Global stocks added almost US$5 trillion in three weeks on bets central banks would stoke growth, pushing valuations on the Asia-Pacific index to the highest level this year. Earnings have also played a part, with positive surprises helping lift the S&P 500 Index to a record.
Some of that optimism subsided on Thursday, as signs faded that profits would be able to sustain equities at elevated valuations.
In Taipei, shares closed lower on Friday, as investors took their cues from a pullback on Wall Street overnight to lock in the gains they had built in recent sessions, dealers said.
Market sentiment turned cautious ahead of a policymaking meeting scheduled by the US Federal Reserve next week, with investors rushing to cut their holdings in the bellwether electronics sector, they said.
The silver lining was that foreign institutional investors remained on the buy side, which helped stabilize the broader market, helping the index remain sustainable above the 9,000 point mark at the close, they added.
The TAIEX closed down 43.42 points, or 0.48 percent, at 9,013.14, but rose 0.7 percent from the previous week’s 8,949.85, Taiwan Stock Exchange figures showed.
China’s Shanghai Composite Index declined 0.9 percent on Friday, sending the benchmark index to its first weekly drop in a month, as consumer and energy companies retreated. The Hang Seng China Enterprises Index slipped 0.3 percent.
Hong Kong’s Hang Seng Index fell 0.2 percent, retreating from a bull market. The gauge erased year-to-date losses this week after extending gains from a February low to 20 percent.

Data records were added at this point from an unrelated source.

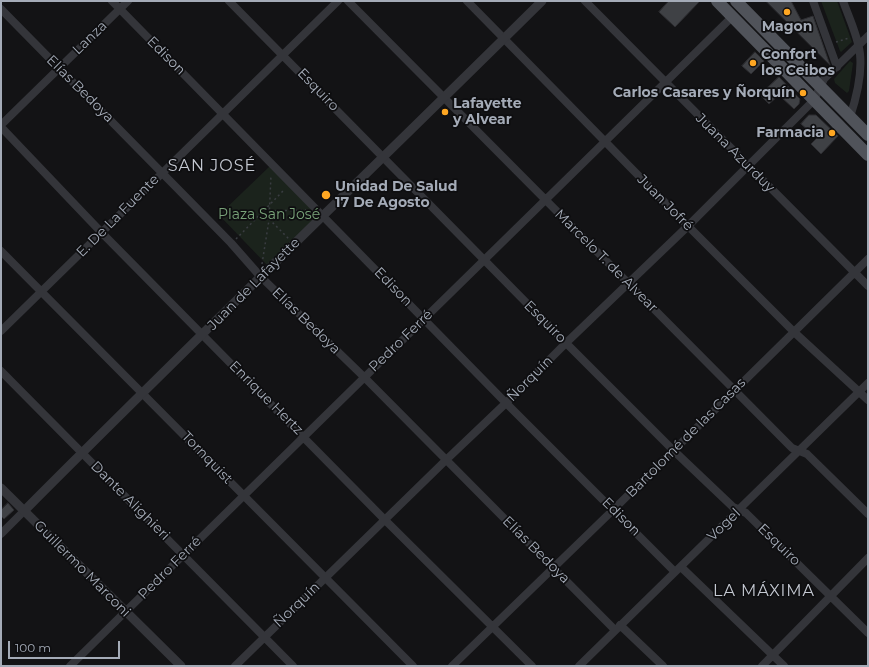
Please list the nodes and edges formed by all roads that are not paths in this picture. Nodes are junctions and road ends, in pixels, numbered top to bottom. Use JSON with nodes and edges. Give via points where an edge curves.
{"nodes":[{"id":1,"x":112,"y":1,"type":"edge"},
{"id":2,"x":128,"y":1,"type":"edge"},
{"id":3,"x":229,"y":1,"type":"edge"},
{"id":4,"x":338,"y":1,"type":"edge"},
{"id":5,"x":348,"y":1,"type":"edge"},
{"id":6,"x":468,"y":1,"type":"edge"},
{"id":7,"x":542,"y":1,"type":"edge"},
{"id":8,"x":585,"y":1,"type":"edge"},
{"id":9,"x":717,"y":1,"type":"edge"},
{"id":10,"x":736,"y":1,"type":"edge"},
{"id":11,"x":813,"y":1,"type":"edge"},
{"id":12,"x":843,"y":1,"type":"edge"},
{"id":13,"x":1,"y":9,"type":"edge"},
{"id":14,"x":120,"y":9,"type":"junction"},
{"id":15,"x":733,"y":16,"type":"junction"},
{"id":16,"x":868,"y":36,"type":"edge"},
{"id":17,"x":504,"y":38,"type":"junction"},
{"id":18,"x":858,"y":45,"type":"junction"},
{"id":19,"x":282,"y":54,"type":"junction"},
{"id":20,"x":837,"y":66,"type":"junction"},
{"id":21,"x":59,"y":68,"type":"junction"},
{"id":22,"x":665,"y":82,"type":"junction"},
{"id":23,"x":820,"y":86,"type":"junction"},
{"id":24,"x":443,"y":97,"type":"junction"},
{"id":25,"x":814,"y":100,"type":"junction"},
{"id":26,"x":223,"y":113,"type":"junction"},
{"id":27,"x":850,"y":117,"type":"junction"},
{"id":28,"x":1,"y":126,"type":"edge"},
{"id":29,"x":868,"y":135,"type":"edge"},
{"id":30,"x":605,"y":141,"type":"junction"},
{"id":31,"x":868,"y":155,"type":"edge"},
{"id":32,"x":383,"y":157,"type":"junction"},
{"id":33,"x":748,"y":166,"type":"junction"},
{"id":34,"x":162,"y":173,"type":"junction"},
{"id":35,"x":545,"y":200,"type":"junction"},
{"id":36,"x":321,"y":213,"type":"junction"},
{"id":37,"x":688,"y":226,"type":"junction"},
{"id":38,"x":102,"y":233,"type":"junction"},
{"id":39,"x":1,"y":251,"type":"edge"},
{"id":40,"x":868,"y":259,"type":"edge"},
{"id":41,"x":484,"y":260,"type":"junction"},
{"id":42,"x":854,"y":272,"type":"junction"},
{"id":43,"x":260,"y":276,"type":"junction"},
{"id":44,"x":628,"y":284,"type":"junction"},
{"id":45,"x":868,"y":286,"type":"edge"},
{"id":46,"x":42,"y":292,"type":"junction"},
{"id":47,"x":425,"y":319,"type":"junction"},
{"id":48,"x":1,"y":331,"type":"edge"},
{"id":49,"x":794,"y":332,"type":"junction"},
{"id":50,"x":202,"y":334,"type":"junction"},
{"id":51,"x":566,"y":343,"type":"junction"},
{"id":52,"x":1,"y":370,"type":"edge"},
{"id":53,"x":364,"y":377,"type":"junction"},
{"id":54,"x":868,"y":383,"type":"edge"},
{"id":55,"x":734,"y":390,"type":"junction"},
{"id":56,"x":859,"y":391,"type":"junction"},
{"id":57,"x":143,"y":393,"type":"junction"},
{"id":58,"x":868,"y":400,"type":"edge"},
{"id":59,"x":506,"y":403,"type":"junction"},
{"id":60,"x":304,"y":436,"type":"junction"},
{"id":61,"x":673,"y":450,"type":"junction"},
{"id":62,"x":799,"y":451,"type":"junction"},
{"id":63,"x":82,"y":452,"type":"junction"},
{"id":64,"x":446,"y":460,"type":"junction"},
{"id":65,"x":1,"y":488,"type":"edge"},
{"id":66,"x":244,"y":496,"type":"junction"},
{"id":67,"x":739,"y":509,"type":"junction"},
{"id":68,"x":613,"y":510,"type":"junction"},
{"id":69,"x":24,"y":511,"type":"junction"},
{"id":70,"x":868,"y":514,"type":"edge"},
{"id":71,"x":385,"y":520,"type":"junction"},
{"id":72,"x":1,"y":534,"type":"edge"},
{"id":73,"x":183,"y":555,"type":"junction"},
{"id":74,"x":868,"y":558,"type":"edge"},
{"id":75,"x":554,"y":568,"type":"junction"},
{"id":76,"x":678,"y":569,"type":"junction"},
{"id":77,"x":325,"y":578,"type":"junction"},
{"id":78,"x":831,"y":596,"type":"junction"},
{"id":79,"x":126,"y":612,"type":"junction"},
{"id":80,"x":492,"y":627,"type":"junction"},
{"id":81,"x":618,"y":628,"type":"junction"},
{"id":82,"x":868,"y":633,"type":"edge"},
{"id":83,"x":264,"y":637,"type":"junction"},
{"id":84,"x":773,"y":655,"type":"junction"},
{"id":85,"x":70,"y":666,"type":"edge"},
{"id":86,"x":181,"y":666,"type":"edge"},
{"id":87,"x":235,"y":666,"type":"edge"},
{"id":88,"x":293,"y":666,"type":"edge"},
{"id":89,"x":413,"y":666,"type":"edge"},
{"id":90,"x":452,"y":666,"type":"edge"},
{"id":91,"x":532,"y":666,"type":"edge"},
{"id":92,"x":579,"y":666,"type":"edge"},
{"id":93,"x":662,"y":666,"type":"edge"},
{"id":94,"x":762,"y":666,"type":"edge"},
{"id":95,"x":784,"y":666,"type":"edge"}],
"edges":[{"from":1,"to":14,"type":"street","name":"Edison"},
{"from":2,"to":14,"type":"street","name":"Lanza"},
{"from":3,"to":19,"type":"street","name":"Esquiro"},
{"from":4,"to":19,"type":"street","name":"E. De La Fuente"},
{"from":5,"to":24,"type":"street","name":"Marcelo T. de Alvear"},
{"from":6,"to":17,"type":"street","name":"Juan Jofré"},
{"from":7,"to":17,"type":"street","name":"Juan de Lafayette"},
{"from":8,"to":22,"type":"street","name":"Juana Azurduy"},
{"from":9,"to":15,"type":"main road"},
{"from":10,"to":23,"type":"main road"},
{"from":11,"to":20,"type":"street"},
{"from":12,"to":18,"type":"street"},
{"from":13,"to":21,"type":"street","name":"Elías Bedoya"},
{"from":14,"to":21,"type":"street","name":"Lanza"},
{"from":14,"to":26,"type":"street","name":"Edison"},
{"from":15,"to":22,"type":"street","name":"Pedro Ferré"},
{"from":15,"to":25,"type":"main road"},
{"from":16,"to":18,"type":"street","name":"Ñorquín"},
{"from":17,"to":24,"type":"street","name":"Juan de Lafayette"},
{"from":17,"to":30,"type":"street","name":"Juan Jofré"},
{"from":18,"to":20,"type":"street","name":"Ñorquín"},
{"from":18,"to":27,"type":"street","via":[[860,67]]},
{"from":19,"to":26,"type":"street","name":"E. De La Fuente"},
{"from":19,"to":32,"type":"street","name":"Esquiro"},
{"from":20,"to":23,"type":"street","name":"Ñorquín"},
{"from":21,"to":28,"type":"street","name":"Lanza"},
{"from":21,"to":34,"type":"street","name":"Elías Bedoya"},
{"from":22,"to":30,"type":"street","name":"Pedro Ferré"},
{"from":22,"to":33,"type":"street","name":"Juana Azurduy"},
{"from":23,"to":25,"type":"street","name":"Ñorquín"},
{"from":23,"to":27,"type":"main road"},
{"from":24,"to":32,"type":"street","name":"Juan de Lafayette"},
{"from":24,"to":35,"type":"street","name":"Marcelo T. de Alvear"},
{"from":25,"to":31,"type":"main road"},
{"from":25,"to":33,"type":"street","name":"Ñorquín"},
{"from":26,"to":34,"type":"street","name":"E. De La Fuente"},
{"from":26,"to":36,"type":"street","name":"Edison"},
{"from":27,"to":29,"type":"main road"},
{"from":28,"to":38,"type":"street","name":"Enrique Hertz"},
{"from":30,"to":35,"type":"street","name":"Pedro Ferré"},
{"from":30,"to":37,"type":"street","name":"Juan Jofré"},
{"from":32,"to":36,"type":"street","name":"Juan de Lafayette"},
{"from":32,"to":41,"type":"street","name":"Esquiro"},
{"from":33,"to":37,"type":"street","name":"Ñorquín"},
{"from":33,"to":42,"type":"street","name":"Juana Azurduy"},
{"from":34,"to":38,"type":"street","name":"E. De La Fuente"},
{"from":34,"to":43,"type":"street","name":"Elías Bedoya","via":[[232,243]]},
{"from":35,"to":41,"type":"street","name":"Pedro Ferré"},
{"from":35,"to":44,"type":"street","name":"Marcelo T. de Alvear"},
{"from":36,"to":43,"type":"street","name":"Juan de Lafayette","via":[[294,244]]},
{"from":36,"to":47,"type":"street","name":"Edison"},
{"from":37,"to":44,"type":"street","name":"Ñorquín"},
{"from":37,"to":49,"type":"street","name":"Juan Jofré"},
{"from":38,"to":46,"type":"street","name":"E. De La Fuente"},
{"from":38,"to":50,"type":"street","name":"Enrique Hertz"},
{"from":39,"to":46,"type":"street","name":"Tornquist"},
{"from":40,"to":42,"type":"street","name":"Bartolomé de las Casas"},
{"from":41,"to":47,"type":"street","name":"Pedro Ferré"},
{"from":41,"to":51,"type":"street","name":"Esquiro"},
{"from":42,"to":45,"type":"street","name":"Juana Azurduy"},
{"from":42,"to":49,"type":"street","name":"Bartolomé de las Casas"},
{"from":43,"to":50,"type":"street","name":"Juan de Lafayette"},
{"from":43,"to":53,"type":"street","name":"Elías Bedoya"},
{"from":44,"to":51,"type":"street","name":"Ñorquín"},
{"from":44,"to":55,"type":"street","name":"Marcelo T. de Alvear"},
{"from":46,"to":48,"type":"street","name":"E. De La Fuente"},
{"from":46,"to":57,"type":"street","name":"Tornquist"},
{"from":47,"to":53,"type":"street","name":"Pedro Ferré"},
{"from":47,"to":59,"type":"street","name":"Edison"},
{"from":49,"to":55,"type":"street","name":"Bartolomé de las Casas"},
{"from":49,"to":56,"type":"street","name":"Juan Jofré"},
{"from":50,"to":57,"type":"street","name":"Juan de Lafayette"},
{"from":50,"to":60,"type":"street","name":"Enrique Hertz"},
{"from":51,"to":59,"type":"street","name":"Ñorquín"},
{"from":51,"to":61,"type":"street","name":"Esquiro"},
{"from":52,"to":63,"type":"street","name":"Dante Alighieri"},
{"from":53,"to":60,"type":"street","name":"Pedro Ferré"},
{"from":53,"to":64,"type":"street","name":"Elías Bedoya"},
{"from":54,"to":56,"type":"street","name":"Vogel"},
{"from":55,"to":61,"type":"street","name":"Bartolomé de las Casas"},
{"from":55,"to":62,"type":"street","name":"Marcelo T. de Alvear","via":[[792,448]]},
{"from":56,"to":58,"type":"street","name":"Juan Jofré"},
{"from":56,"to":62,"type":"street","name":"Vogel"},
{"from":57,"to":63,"type":"street","name":"Juan de Lafayette"},
{"from":57,"to":66,"type":"street","name":"Tornquist"},
{"from":59,"to":64,"type":"street","name":"Ñorquín"},
{"from":59,"to":68,"type":"street","name":"Edison"},
{"from":60,"to":66,"type":"street","name":"Pedro Ferré"},
{"from":60,"to":71,"type":"street","name":"Enrique Hertz"},
{"from":61,"to":67,"type":"street","name":"Esquiro","via":[[733,507]]},
{"from":61,"to":68,"type":"street","name":"Bartolomé de las Casas"},
{"from":62,"to":67,"type":"street","name":"Vogel"},
{"from":62,"to":70,"type":"street","name":"Marcelo T. de Alvear","via":[[807,454]]},
{"from":63,"to":69,"type":"street","name":"Juan de Lafayette"},
{"from":63,"to":73,"type":"street","name":"Dante Alighieri"},
{"from":64,"to":71,"type":"street","name":"Ñorquín"},
{"from":64,"to":75,"type":"street","name":"Elías Bedoya"},
{"from":65,"to":69,"type":"street","name":"Guillermo Marconi"},
{"from":66,"to":73,"type":"street","name":"Pedro Ferré"},
{"from":66,"to":77,"type":"street","name":"Tornquist"},
{"from":67,"to":76,"type":"street","name":"Vogel"},
{"from":67,"to":78,"type":"street","name":"Esquiro"},
{"from":68,"to":75,"type":"street","name":"Bartolomé de las Casas"},
{"from":68,"to":76,"type":"street","name":"Edison"},
{"from":69,"to":72,"type":"street","name":"Juan de Lafayette"},
{"from":69,"to":79,"type":"street","name":"Guillermo Marconi"},
{"from":71,"to":77,"type":"street","name":"Ñorquín"},
{"from":71,"to":80,"type":"street","name":"Enrique Hertz"},
{"from":73,"to":79,"type":"street","name":"Pedro Ferré"},
{"from":73,"to":83,"type":"street","name":"Dante Alighieri"},
{"from":74,"to":78,"type":"street"},
{"from":75,"to":80,"type":"street","name":"Bartolomé de las Casas"},
{"from":75,"to":81,"type":"street","name":"Elías Bedoya"},
{"from":76,"to":81,"type":"street","name":"Vogel"},
{"from":76,"to":84,"type":"street","name":"Edison"},
{"from":77,"to":83,"type":"street","name":"Ñorquín"},
{"from":77,"to":89,"type":"street","name":"Tornquist"},
{"from":78,"to":82,"type":"street","name":"Esquiro"},
{"from":78,"to":84,"type":"street"},
{"from":79,"to":85,"type":"street","name":"Pedro Ferré"},
{"from":79,"to":86,"type":"street","name":"Guillermo Marconi"},
{"from":80,"to":90,"type":"street","name":"Bartolomé de las Casas"},
{"from":80,"to":91,"type":"street","name":"Enrique Hertz"},
{"from":81,"to":92,"type":"street","name":"Vogel"},
{"from":81,"to":93,"type":"street","name":"Elías Bedoya"},
{"from":83,"to":87,"type":"street","name":"Ñorquín"},
{"from":83,"to":88,"type":"street","name":"Dante Alighieri"},
{"from":84,"to":94,"type":"street"},
{"from":84,"to":95,"type":"street","name":"Edison"}]}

Australia’s S&P/ASX 200 Index decreased 0.3 percent, and South Korea’s KOSPI declined 0.1 percent. Singapore’s Straits Times Index slipped 0.2 percent.?
Indonesian stocks sank for a second session after the central bank refrained from cutting interest rates on Thursday. New Zealand’s S&P/NZX 50 Index, the world’s best performing developed-market gauge this year, advanced 0.2 percent.